◆ THE TASK
Below are records to transcribe in full and unchanged; omit every picture.

◆ RECORDS FOR THIS EXERCISE
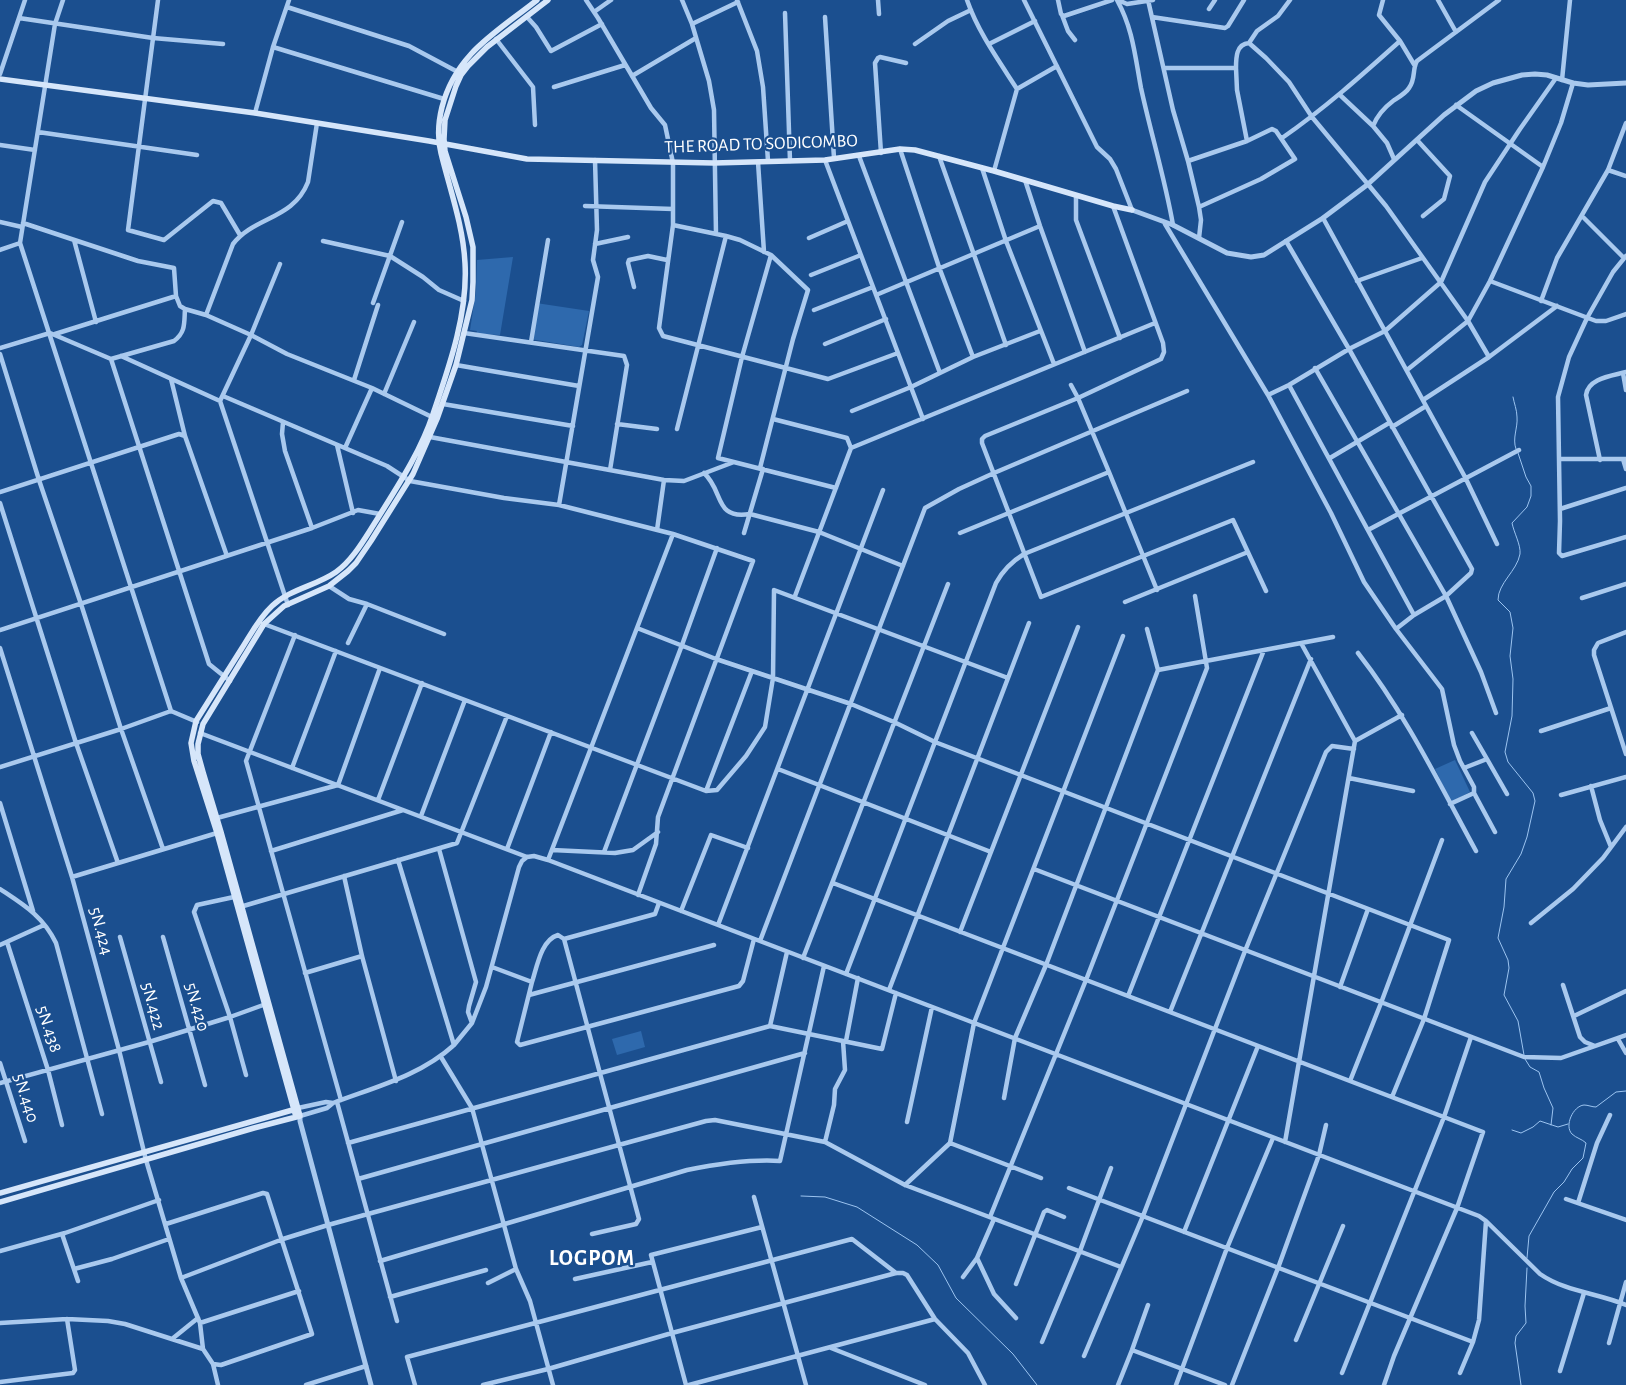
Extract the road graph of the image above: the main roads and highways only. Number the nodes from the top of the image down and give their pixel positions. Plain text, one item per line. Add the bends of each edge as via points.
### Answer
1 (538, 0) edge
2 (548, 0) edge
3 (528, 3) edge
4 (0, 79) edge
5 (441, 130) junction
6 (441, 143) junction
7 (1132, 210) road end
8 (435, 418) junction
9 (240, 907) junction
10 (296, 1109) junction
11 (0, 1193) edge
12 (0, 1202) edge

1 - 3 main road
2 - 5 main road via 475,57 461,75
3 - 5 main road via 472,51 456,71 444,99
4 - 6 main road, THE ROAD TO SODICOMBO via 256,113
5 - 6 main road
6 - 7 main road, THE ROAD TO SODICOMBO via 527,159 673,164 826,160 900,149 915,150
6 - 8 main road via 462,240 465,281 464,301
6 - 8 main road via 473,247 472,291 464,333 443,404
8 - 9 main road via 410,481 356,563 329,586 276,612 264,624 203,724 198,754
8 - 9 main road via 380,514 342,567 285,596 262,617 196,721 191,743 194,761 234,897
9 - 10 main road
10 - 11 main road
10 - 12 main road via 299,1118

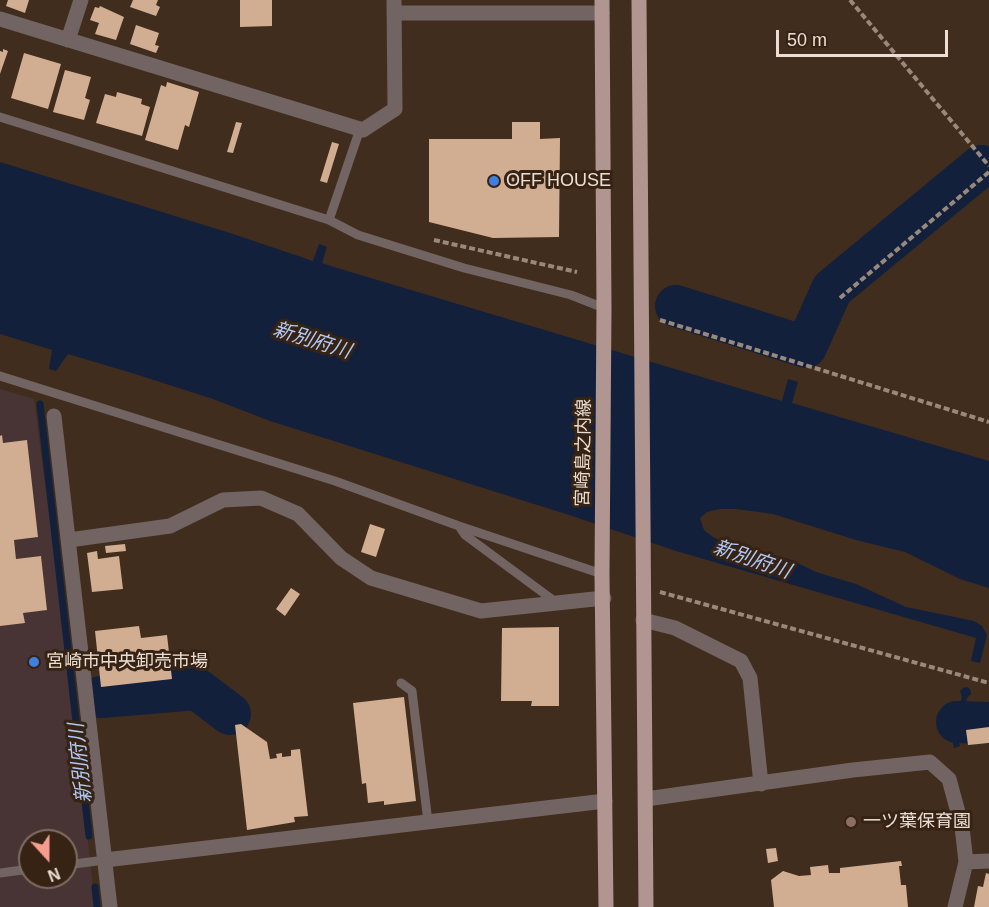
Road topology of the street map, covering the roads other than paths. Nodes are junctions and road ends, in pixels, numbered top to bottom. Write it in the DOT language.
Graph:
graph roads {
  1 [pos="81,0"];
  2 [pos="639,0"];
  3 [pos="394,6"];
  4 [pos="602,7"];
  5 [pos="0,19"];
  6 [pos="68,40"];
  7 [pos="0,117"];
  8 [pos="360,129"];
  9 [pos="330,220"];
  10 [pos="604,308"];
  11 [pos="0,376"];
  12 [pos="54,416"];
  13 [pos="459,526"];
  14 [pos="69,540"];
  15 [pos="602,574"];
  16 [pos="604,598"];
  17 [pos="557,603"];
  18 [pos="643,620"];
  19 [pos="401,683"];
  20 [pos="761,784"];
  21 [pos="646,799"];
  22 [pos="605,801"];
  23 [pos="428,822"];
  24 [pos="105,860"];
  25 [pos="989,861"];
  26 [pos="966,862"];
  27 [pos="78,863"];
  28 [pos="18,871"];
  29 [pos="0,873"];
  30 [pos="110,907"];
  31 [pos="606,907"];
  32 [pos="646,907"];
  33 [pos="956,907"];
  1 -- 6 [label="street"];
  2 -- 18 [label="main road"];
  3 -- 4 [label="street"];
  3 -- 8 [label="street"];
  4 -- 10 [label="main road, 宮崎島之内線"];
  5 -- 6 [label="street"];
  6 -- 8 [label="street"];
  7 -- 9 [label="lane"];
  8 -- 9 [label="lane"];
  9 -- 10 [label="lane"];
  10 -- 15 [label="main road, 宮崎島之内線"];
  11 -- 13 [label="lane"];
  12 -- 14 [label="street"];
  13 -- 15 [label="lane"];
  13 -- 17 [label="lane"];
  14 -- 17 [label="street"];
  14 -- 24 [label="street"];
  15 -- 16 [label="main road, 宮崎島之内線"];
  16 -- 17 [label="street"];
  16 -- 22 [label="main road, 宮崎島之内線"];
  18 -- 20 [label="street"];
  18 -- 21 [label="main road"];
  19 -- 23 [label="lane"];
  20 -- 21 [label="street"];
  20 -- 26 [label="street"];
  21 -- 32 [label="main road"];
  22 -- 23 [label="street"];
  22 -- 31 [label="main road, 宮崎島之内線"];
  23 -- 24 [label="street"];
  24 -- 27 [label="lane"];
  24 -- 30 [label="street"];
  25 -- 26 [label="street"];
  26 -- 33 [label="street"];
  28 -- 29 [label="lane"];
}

◆ ANSWER SPACE
Extract the road graph of the image above: the main roads and highways only. Number the nodes from the top of the image down and give their pixel positions. Plain text, one item per line. Add the bends of each edge as via points.
### Answer
1 (538, 0) edge
2 (548, 0) edge
3 (528, 3) edge
4 (0, 79) edge
5 (441, 130) junction
6 (441, 143) junction
7 (1132, 210) road end
8 (435, 418) junction
9 (240, 907) junction
10 (296, 1109) junction
11 (0, 1193) edge
12 (0, 1202) edge

1 - 3 main road
2 - 5 main road via 475,57 461,75
3 - 5 main road via 472,51 456,71 444,99
4 - 6 main road, THE ROAD TO SODICOMBO via 256,113
5 - 6 main road
6 - 7 main road, THE ROAD TO SODICOMBO via 527,159 673,164 826,160 900,149 915,150
6 - 8 main road via 462,240 465,281 464,301
6 - 8 main road via 473,247 472,291 464,333 443,404
8 - 9 main road via 410,481 356,563 329,586 276,612 264,624 203,724 198,754
8 - 9 main road via 380,514 342,567 285,596 262,617 196,721 191,743 194,761 234,897
9 - 10 main road
10 - 11 main road
10 - 12 main road via 299,1118

Road topology of the street map, covering the roads other than paths. Nodes are junctions and road ends, in pixels, numbered top to bottom. Write it in the DOT language.
Graph:
graph roads {
  1 [pos="81,0"];
  2 [pos="639,0"];
  3 [pos="394,6"];
  4 [pos="602,7"];
  5 [pos="0,19"];
  6 [pos="68,40"];
  7 [pos="0,117"];
  8 [pos="360,129"];
  9 [pos="330,220"];
  10 [pos="604,308"];
  11 [pos="0,376"];
  12 [pos="54,416"];
  13 [pos="459,526"];
  14 [pos="69,540"];
  15 [pos="602,574"];
  16 [pos="604,598"];
  17 [pos="557,603"];
  18 [pos="643,620"];
  19 [pos="401,683"];
  20 [pos="761,784"];
  21 [pos="646,799"];
  22 [pos="605,801"];
  23 [pos="428,822"];
  24 [pos="105,860"];
  25 [pos="989,861"];
  26 [pos="966,862"];
  27 [pos="78,863"];
  28 [pos="18,871"];
  29 [pos="0,873"];
  30 [pos="110,907"];
  31 [pos="606,907"];
  32 [pos="646,907"];
  33 [pos="956,907"];
  1 -- 6 [label="street"];
  2 -- 18 [label="main road"];
  3 -- 4 [label="street"];
  3 -- 8 [label="street"];
  4 -- 10 [label="main road, 宮崎島之内線"];
  5 -- 6 [label="street"];
  6 -- 8 [label="street"];
  7 -- 9 [label="lane"];
  8 -- 9 [label="lane"];
  9 -- 10 [label="lane"];
  10 -- 15 [label="main road, 宮崎島之内線"];
  11 -- 13 [label="lane"];
  12 -- 14 [label="street"];
  13 -- 15 [label="lane"];
  13 -- 17 [label="lane"];
  14 -- 17 [label="street"];
  14 -- 24 [label="street"];
  15 -- 16 [label="main road, 宮崎島之内線"];
  16 -- 17 [label="street"];
  16 -- 22 [label="main road, 宮崎島之内線"];
  18 -- 20 [label="street"];
  18 -- 21 [label="main road"];
  19 -- 23 [label="lane"];
  20 -- 21 [label="street"];
  20 -- 26 [label="street"];
  21 -- 32 [label="main road"];
  22 -- 23 [label="street"];
  22 -- 31 [label="main road, 宮崎島之内線"];
  23 -- 24 [label="street"];
  24 -- 27 [label="lane"];
  24 -- 30 [label="street"];
  25 -- 26 [label="street"];
  26 -- 33 [label="street"];
  28 -- 29 [label="lane"];
}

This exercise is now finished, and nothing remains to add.